#### [PROBLEM REQUIREMENTS]
Below are records to repeat exactly. Omit the pictures from the copy.

#### [INPUT DATA]
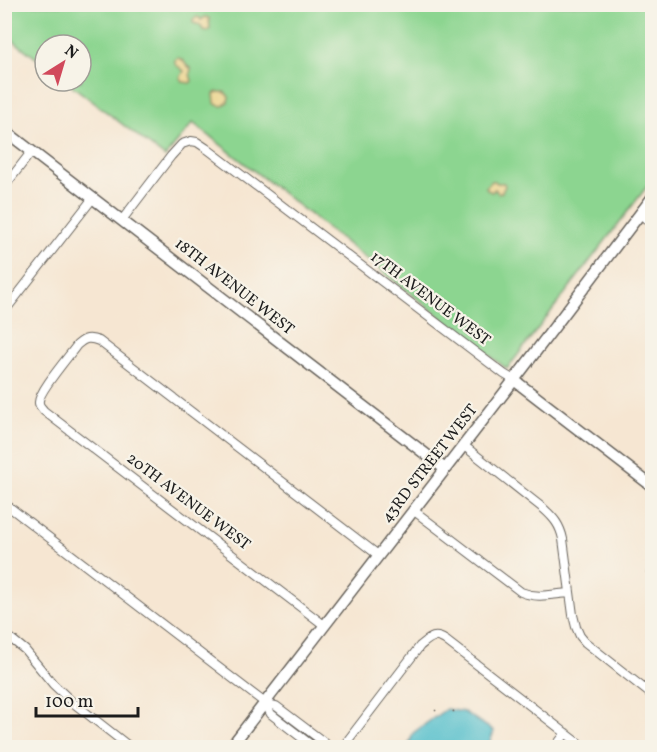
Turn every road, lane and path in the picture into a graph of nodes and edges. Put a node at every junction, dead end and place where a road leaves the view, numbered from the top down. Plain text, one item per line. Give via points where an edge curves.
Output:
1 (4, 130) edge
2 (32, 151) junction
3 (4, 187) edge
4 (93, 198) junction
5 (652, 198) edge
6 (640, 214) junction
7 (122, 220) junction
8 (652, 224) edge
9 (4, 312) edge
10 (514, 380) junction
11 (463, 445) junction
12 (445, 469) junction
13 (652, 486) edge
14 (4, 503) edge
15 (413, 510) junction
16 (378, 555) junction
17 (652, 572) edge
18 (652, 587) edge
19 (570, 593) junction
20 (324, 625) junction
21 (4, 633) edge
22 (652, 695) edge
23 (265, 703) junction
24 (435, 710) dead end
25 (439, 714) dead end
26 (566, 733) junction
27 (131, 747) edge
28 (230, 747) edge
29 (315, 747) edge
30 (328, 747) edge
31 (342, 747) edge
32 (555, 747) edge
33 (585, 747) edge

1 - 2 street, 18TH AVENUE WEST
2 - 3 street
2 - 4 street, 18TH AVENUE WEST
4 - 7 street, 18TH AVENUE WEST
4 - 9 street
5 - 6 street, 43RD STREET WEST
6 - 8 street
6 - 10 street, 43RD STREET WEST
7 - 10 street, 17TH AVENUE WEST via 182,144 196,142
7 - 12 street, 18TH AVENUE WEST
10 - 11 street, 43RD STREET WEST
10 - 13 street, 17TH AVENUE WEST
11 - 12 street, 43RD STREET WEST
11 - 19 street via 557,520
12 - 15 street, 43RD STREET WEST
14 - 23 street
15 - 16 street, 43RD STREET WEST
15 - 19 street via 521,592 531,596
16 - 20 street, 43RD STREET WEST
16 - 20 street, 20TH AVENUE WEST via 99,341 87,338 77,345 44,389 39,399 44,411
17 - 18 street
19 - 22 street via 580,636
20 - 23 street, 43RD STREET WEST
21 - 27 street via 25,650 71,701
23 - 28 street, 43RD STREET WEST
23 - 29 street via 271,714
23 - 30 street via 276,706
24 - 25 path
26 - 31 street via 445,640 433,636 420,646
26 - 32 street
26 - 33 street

#### [RESPONSE FOR THIS EXERCISE]
Turn every road, lane and path in the picture into a graph of nodes and edges. Put a node at every junction, dead end and place where a road leaves the view, numbered from the top down. Plain text, one item per line. Give via points where an edge curves.
Output:
1 (4, 130) edge
2 (32, 151) junction
3 (4, 187) edge
4 (93, 198) junction
5 (652, 198) edge
6 (640, 214) junction
7 (122, 220) junction
8 (652, 224) edge
9 (4, 312) edge
10 (514, 380) junction
11 (463, 445) junction
12 (445, 469) junction
13 (652, 486) edge
14 (4, 503) edge
15 (413, 510) junction
16 (378, 555) junction
17 (652, 572) edge
18 (652, 587) edge
19 (570, 593) junction
20 (324, 625) junction
21 (4, 633) edge
22 (652, 695) edge
23 (265, 703) junction
24 (435, 710) dead end
25 (439, 714) dead end
26 (566, 733) junction
27 (131, 747) edge
28 (230, 747) edge
29 (315, 747) edge
30 (328, 747) edge
31 (342, 747) edge
32 (555, 747) edge
33 (585, 747) edge

1 - 2 street, 18TH AVENUE WEST
2 - 3 street
2 - 4 street, 18TH AVENUE WEST
4 - 7 street, 18TH AVENUE WEST
4 - 9 street
5 - 6 street, 43RD STREET WEST
6 - 8 street
6 - 10 street, 43RD STREET WEST
7 - 10 street, 17TH AVENUE WEST via 182,144 196,142
7 - 12 street, 18TH AVENUE WEST
10 - 11 street, 43RD STREET WEST
10 - 13 street, 17TH AVENUE WEST
11 - 12 street, 43RD STREET WEST
11 - 19 street via 557,520
12 - 15 street, 43RD STREET WEST
14 - 23 street
15 - 16 street, 43RD STREET WEST
15 - 19 street via 521,592 531,596
16 - 20 street, 43RD STREET WEST
16 - 20 street, 20TH AVENUE WEST via 99,341 87,338 77,345 44,389 39,399 44,411
17 - 18 street
19 - 22 street via 580,636
20 - 23 street, 43RD STREET WEST
21 - 27 street via 25,650 71,701
23 - 28 street, 43RD STREET WEST
23 - 29 street via 271,714
23 - 30 street via 276,706
24 - 25 path
26 - 31 street via 445,640 433,636 420,646
26 - 32 street
26 - 33 street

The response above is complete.